» **ABOUT THIS EXERCISE**: Begin at the top of the records below and print each line exactly until the line containing "static void Q(double" has been printed; any pictures are to be left out.

» **DATA EXTRACT**:
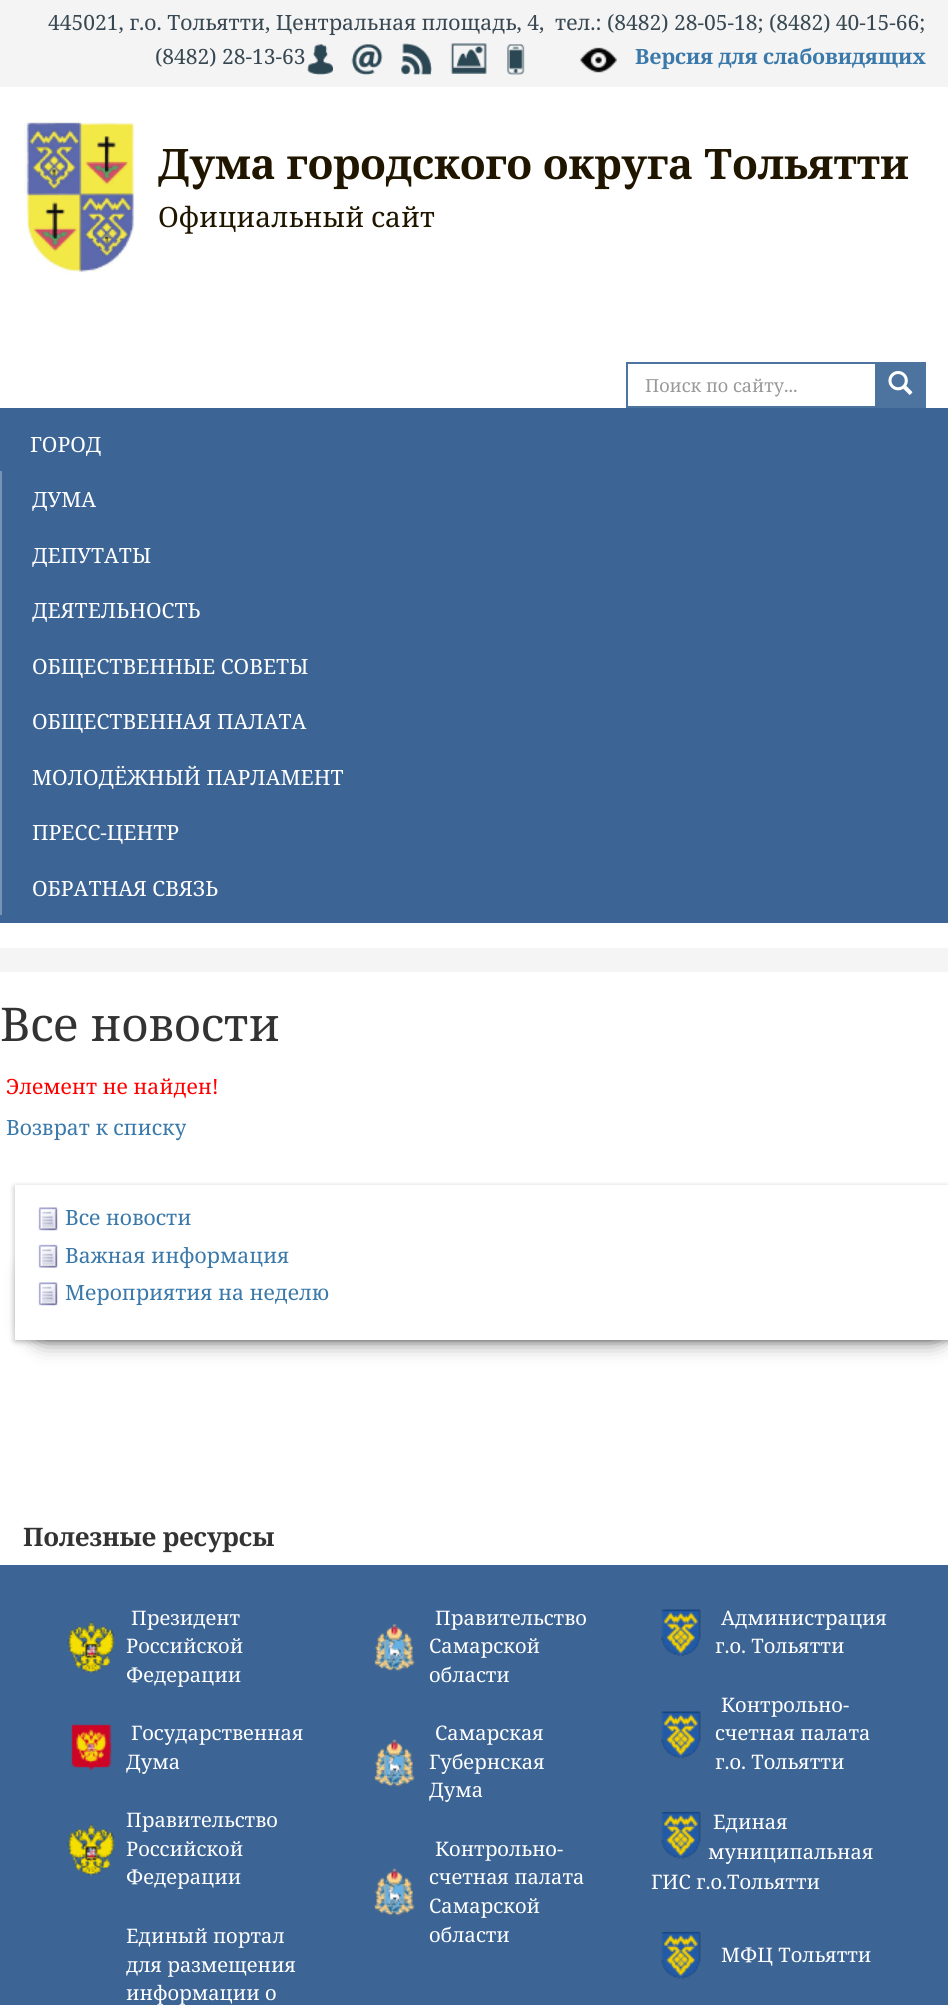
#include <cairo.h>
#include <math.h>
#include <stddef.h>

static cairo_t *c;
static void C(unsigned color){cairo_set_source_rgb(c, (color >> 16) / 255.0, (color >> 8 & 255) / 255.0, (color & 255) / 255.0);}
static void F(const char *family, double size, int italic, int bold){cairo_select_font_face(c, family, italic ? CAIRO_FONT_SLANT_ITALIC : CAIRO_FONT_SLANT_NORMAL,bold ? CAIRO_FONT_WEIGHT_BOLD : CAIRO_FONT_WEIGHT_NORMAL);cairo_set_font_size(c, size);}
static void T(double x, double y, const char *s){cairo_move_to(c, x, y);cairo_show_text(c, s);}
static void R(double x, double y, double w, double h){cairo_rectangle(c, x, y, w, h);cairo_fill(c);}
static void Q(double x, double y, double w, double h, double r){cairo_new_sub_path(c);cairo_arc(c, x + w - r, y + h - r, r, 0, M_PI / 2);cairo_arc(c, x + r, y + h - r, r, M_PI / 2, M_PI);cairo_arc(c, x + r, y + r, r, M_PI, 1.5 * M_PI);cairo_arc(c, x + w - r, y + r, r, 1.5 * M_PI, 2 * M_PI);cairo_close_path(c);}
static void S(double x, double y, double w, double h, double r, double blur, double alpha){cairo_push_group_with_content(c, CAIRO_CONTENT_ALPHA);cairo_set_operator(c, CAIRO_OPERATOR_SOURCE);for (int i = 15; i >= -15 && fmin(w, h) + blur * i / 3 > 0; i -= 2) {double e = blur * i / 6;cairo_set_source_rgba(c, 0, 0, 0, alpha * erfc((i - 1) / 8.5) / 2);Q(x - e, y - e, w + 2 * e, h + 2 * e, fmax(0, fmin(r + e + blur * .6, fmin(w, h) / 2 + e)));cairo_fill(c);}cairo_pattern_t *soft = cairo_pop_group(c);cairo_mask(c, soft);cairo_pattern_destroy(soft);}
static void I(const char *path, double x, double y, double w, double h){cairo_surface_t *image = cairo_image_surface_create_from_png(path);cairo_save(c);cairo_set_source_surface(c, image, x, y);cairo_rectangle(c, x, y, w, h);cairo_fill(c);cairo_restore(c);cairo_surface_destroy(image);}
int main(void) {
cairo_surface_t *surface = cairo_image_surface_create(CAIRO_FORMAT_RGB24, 948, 2005);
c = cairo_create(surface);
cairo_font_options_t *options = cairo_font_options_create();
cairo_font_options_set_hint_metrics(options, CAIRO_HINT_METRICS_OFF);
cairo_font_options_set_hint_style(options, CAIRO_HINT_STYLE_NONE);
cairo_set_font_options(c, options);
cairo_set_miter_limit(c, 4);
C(0xffffff);
cairo_paint(c);
C(0xf4f4f4);
R(0,0,948,87);
F("Noto Serif",21,0,0);
C(0x384853);
T(48,30,"445021, г.о. Тольятти, Центральная площадь, 4,  тел.: (8482) 28-05-18; (8482) 40-15-66;");
T(155,64,"(8482) 28-13-63");
I("1.png",307,44,26,31);
I("2.png",351,44,32,31);
I("3.png",401,43,31,32);
I("4.png",450,43,37,31);
I("5.png",507,44,18,31);
I("6.png",580,47,37,26);
F("Noto Serif",21,0,1);
C(0x3a79aa);
T(635,64,"Версия для слабовидящих");
I("7.png",24,120,111,153);
F("Noto Serif",42,0,1);
C(0x201600);
T(158,179,"Дума городского округа Тольятти");
F("Noto Serif",28,0,0);
T(158,227,"Официальный сайт");
cairo_rectangle(c,627,363,298,44);
C(0x4c749f);
cairo_stroke(c);
F("Noto Serif",18,0,0);
C(0x999999);
T(645,392,"Поиск по сайту...");
C(0x4c749f);
R(875,364,49,42);
I("8.png",888,371,25,24);
C(0x3c6596);
R(0,408,948,515);
F("Noto Serif",21,0,0);
C(0xffffff);
T(30,452,"ГОРОД");
C(0x7793b6);
R(0,471,2,444);
C(0xffffff);
T(32,507,"ДУМА");
T(32,563,"ДЕПУТАТЫ");
T(32,618,"ДЕЯТЕЛЬНОСТЬ");
T(32,674,"ОБЩЕСТВЕННЫЕ СОВЕТЫ");
T(32,729,"ОБЩЕСТВЕННАЯ ПАЛАТА");
T(32,785,"МОЛОДЁЖНЫЙ ПАРЛАМЕНТ");
T(32,840,"ПРЕСС-ЦЕНТР");
T(32,896,"ОБРАТНАЯ СВЯЗЬ");
C(0xf5f5f5);
R(0,948,948,24);
F("Noto Serif",46.5,0,0);
C(0x333333);
T(0,1041,"Все новости");
F("Noto Serif",21,0,0);
C(0xff0000);
T(6,1094,"Элемент не найден!");
C(0x3a79aa);
T(6,1135,"Возврат к списку");
C(0x000000);
S(15,1187,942,154,0,3,.3);
S(30,1262,918,78,15,11,.6);
C(0xffffff);
R(15,1185,933,155);
I("9.png",38,1207,20,24);
C(0x3a79aa);
T(65,1225,"Все новости");
I("10.png",38,1244,20,24);
T(65,1263,"Важная информация");
I("9.png",38,1282,20,24);
T(65,1300,"Мероприятия на неделю");
F("Noto Serif",25.5,0,1);
C(0x333333);
T(23,1546,"Полезные ресурсы");
C(0x3c6596);
R(0,1565,948,440);
I("11.png",67,1621,48,52);
F("Noto Serif",20,0,0);
C(0xffffff);
T(131,1625,"Президент");
T(126,1653,"Российской");
T(126,1682,"Федерации");
I("12.png",71,1724,41,47);
T(131,1740,"Государственная");
T(126,1769,"Дума");
I("13.png",67,1823,48,53);
T(126,1827,"Правительство");
T(126,1856,"Российской");
T(126,1884,"Федерации");
T(126,1943,"Единый портал");
T(126,1972,"для размещения");
T(126,2000,"информации о");
I("14.png",374,1624,41,48);
T(435,1625,"Правительство");
T(429,1653,"Самарской");
T(429,1682,"области");
I("15.png",374,1739,41,48);
T(435,1740,"Самарская");
T(429,1769,"Губернская");
T(429,1797,"Дума");
I("15.png",374,1868,41,48);
T(435,1856,"Контрольно-");
T(429,1884,"счетная палата");
T(429,1913,"Самарской");
T(429,1942,"области");
I("16.png",661,1609,40,48);
T(721,1625,"Администрация");
T(715,1653,"г.о. Тольятти");
I("16.png",661,1711,40,48);
T(721,1712,"Контрольно-");
T(715,1740,"счетная палата");
T(715,1769,"г.о. Тольятти");
I("17.png",661,1811,40,48);
T(713,1829,"Единая");
T(708,1859,"муниципальная");
T(651,1889,"ГИС г.о.Тольятти");
I("17.png",661,1931,40,48);
T(721,1962,"МФЦ Тольятти");
cairo_surface_write_to_png(surface, "o.png");
cairo_font_options_destroy(options);
cairo_destroy(c);
cairo_surface_destroy(surface);
return 0;
}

» **COMPLETED EXERCISE**:
#include <cairo.h>
#include <math.h>
#include <stddef.h>

static cairo_t *c;
static void C(unsigned color){cairo_set_source_rgb(c, (color >> 16) / 255.0, (color >> 8 & 255) / 255.0, (color & 255) / 255.0);}
static void F(const char *family, double size, int italic, int bold){cairo_select_font_face(c, family, italic ? CAIRO_FONT_SLANT_ITALIC : CAIRO_FONT_SLANT_NORMAL,bold ? CAIRO_FONT_WEIGHT_BOLD : CAIRO_FONT_WEIGHT_NORMAL);cairo_set_font_size(c, size);}
static void T(double x, double y, const char *s){cairo_move_to(c, x, y);cairo_show_text(c, s);}
static void R(double x, double y, double w, double h){cairo_rectangle(c, x, y, w, h);cairo_fill(c);}
static void Q(double x, double y, double w, double h, double r){cairo_new_sub_path(c);cairo_arc(c, x + w - r, y + h - r, r, 0, M_PI / 2);cairo_arc(c, x + r, y + h - r, r, M_PI / 2, M_PI);cairo_arc(c, x + r, y + r, r, M_PI, 1.5 * M_PI);cairo_arc(c, x + w - r, y + r, r, 1.5 * M_PI, 2 * M_PI);cairo_close_path(c);}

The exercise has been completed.